▶ YOUR OBJECTIVE
Check each line of the listing for the string "shape". Copy those where it appears.

▶ SUPPLIED RECORDS
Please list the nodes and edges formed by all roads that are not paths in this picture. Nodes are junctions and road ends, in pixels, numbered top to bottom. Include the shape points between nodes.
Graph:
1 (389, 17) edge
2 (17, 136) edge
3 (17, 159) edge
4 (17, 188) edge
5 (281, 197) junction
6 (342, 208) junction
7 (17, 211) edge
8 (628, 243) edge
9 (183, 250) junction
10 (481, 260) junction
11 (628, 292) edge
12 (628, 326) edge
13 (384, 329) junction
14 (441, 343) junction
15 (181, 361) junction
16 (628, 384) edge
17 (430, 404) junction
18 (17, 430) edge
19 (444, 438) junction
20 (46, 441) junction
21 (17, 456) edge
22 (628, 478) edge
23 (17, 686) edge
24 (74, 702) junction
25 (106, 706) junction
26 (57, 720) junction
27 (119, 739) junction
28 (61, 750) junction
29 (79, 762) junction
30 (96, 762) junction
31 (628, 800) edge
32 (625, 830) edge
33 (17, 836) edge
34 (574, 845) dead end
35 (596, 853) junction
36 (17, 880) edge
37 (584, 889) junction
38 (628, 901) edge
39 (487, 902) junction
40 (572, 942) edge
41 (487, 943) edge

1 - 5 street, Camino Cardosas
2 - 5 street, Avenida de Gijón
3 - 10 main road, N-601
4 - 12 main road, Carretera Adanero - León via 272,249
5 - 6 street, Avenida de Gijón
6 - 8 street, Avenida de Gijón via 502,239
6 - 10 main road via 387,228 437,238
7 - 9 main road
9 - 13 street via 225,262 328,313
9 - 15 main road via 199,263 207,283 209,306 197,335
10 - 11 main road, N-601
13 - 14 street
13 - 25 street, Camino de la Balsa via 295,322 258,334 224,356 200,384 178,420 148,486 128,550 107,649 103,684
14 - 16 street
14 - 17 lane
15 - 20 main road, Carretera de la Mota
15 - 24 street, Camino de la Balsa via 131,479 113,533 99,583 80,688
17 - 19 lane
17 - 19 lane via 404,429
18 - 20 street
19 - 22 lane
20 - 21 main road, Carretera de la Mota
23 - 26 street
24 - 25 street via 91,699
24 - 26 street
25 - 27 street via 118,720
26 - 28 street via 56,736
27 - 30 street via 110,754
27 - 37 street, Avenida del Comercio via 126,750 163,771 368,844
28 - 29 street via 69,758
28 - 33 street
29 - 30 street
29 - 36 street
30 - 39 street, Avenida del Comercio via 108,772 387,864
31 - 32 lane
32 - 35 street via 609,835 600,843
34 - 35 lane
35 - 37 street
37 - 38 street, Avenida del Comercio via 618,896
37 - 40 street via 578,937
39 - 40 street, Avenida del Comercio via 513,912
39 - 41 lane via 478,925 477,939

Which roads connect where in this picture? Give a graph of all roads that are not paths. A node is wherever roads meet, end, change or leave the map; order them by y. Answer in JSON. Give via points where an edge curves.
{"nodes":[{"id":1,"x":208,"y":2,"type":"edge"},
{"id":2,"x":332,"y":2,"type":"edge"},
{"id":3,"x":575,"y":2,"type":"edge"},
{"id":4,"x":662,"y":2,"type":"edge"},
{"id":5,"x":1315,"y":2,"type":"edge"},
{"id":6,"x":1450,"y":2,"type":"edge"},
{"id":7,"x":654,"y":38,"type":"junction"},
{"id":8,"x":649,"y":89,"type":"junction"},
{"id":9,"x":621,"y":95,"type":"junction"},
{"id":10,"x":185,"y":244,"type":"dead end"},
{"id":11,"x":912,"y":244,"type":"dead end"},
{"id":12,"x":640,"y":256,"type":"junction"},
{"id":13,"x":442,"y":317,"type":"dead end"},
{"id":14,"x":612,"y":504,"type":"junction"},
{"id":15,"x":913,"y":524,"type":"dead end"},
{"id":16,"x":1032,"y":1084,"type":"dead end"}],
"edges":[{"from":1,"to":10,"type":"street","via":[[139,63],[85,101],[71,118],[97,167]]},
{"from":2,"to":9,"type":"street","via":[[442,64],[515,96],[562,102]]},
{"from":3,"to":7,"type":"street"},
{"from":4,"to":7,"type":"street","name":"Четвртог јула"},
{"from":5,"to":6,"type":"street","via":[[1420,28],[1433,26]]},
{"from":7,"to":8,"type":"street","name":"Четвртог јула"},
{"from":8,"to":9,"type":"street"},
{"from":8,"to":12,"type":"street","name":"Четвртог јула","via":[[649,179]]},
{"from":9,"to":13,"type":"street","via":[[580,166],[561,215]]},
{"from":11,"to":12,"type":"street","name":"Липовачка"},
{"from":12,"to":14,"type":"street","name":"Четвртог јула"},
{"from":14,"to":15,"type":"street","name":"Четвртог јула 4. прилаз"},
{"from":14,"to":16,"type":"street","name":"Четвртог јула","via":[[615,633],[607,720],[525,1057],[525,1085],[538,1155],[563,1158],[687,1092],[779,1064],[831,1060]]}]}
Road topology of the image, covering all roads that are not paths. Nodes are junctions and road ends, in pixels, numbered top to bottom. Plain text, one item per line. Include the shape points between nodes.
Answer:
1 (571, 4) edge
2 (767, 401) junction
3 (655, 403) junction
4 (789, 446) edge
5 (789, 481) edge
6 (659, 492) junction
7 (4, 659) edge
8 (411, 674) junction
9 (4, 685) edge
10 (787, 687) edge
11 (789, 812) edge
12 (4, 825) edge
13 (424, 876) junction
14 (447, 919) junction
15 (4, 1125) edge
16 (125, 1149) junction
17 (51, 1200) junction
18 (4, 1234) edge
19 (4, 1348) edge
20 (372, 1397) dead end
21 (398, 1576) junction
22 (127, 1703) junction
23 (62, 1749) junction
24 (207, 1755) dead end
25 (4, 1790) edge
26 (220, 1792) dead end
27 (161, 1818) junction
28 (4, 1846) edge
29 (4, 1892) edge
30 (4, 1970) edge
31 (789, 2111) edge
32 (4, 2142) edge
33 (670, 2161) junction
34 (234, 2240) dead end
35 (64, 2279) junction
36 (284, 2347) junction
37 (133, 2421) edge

▶ EXPECTED ANSWER
Please list the nodes and edges formed by all roads that are not paths in this picture. Nodes are junctions and road ends, in pixels, numbered top to bottom. Include the shape points between nodes.
Road topology of the image, covering all roads that are not paths. Nodes are junctions and road ends, in pixels, numbered top to bottom. Plain text, one item per line. Include the shape points between nodes.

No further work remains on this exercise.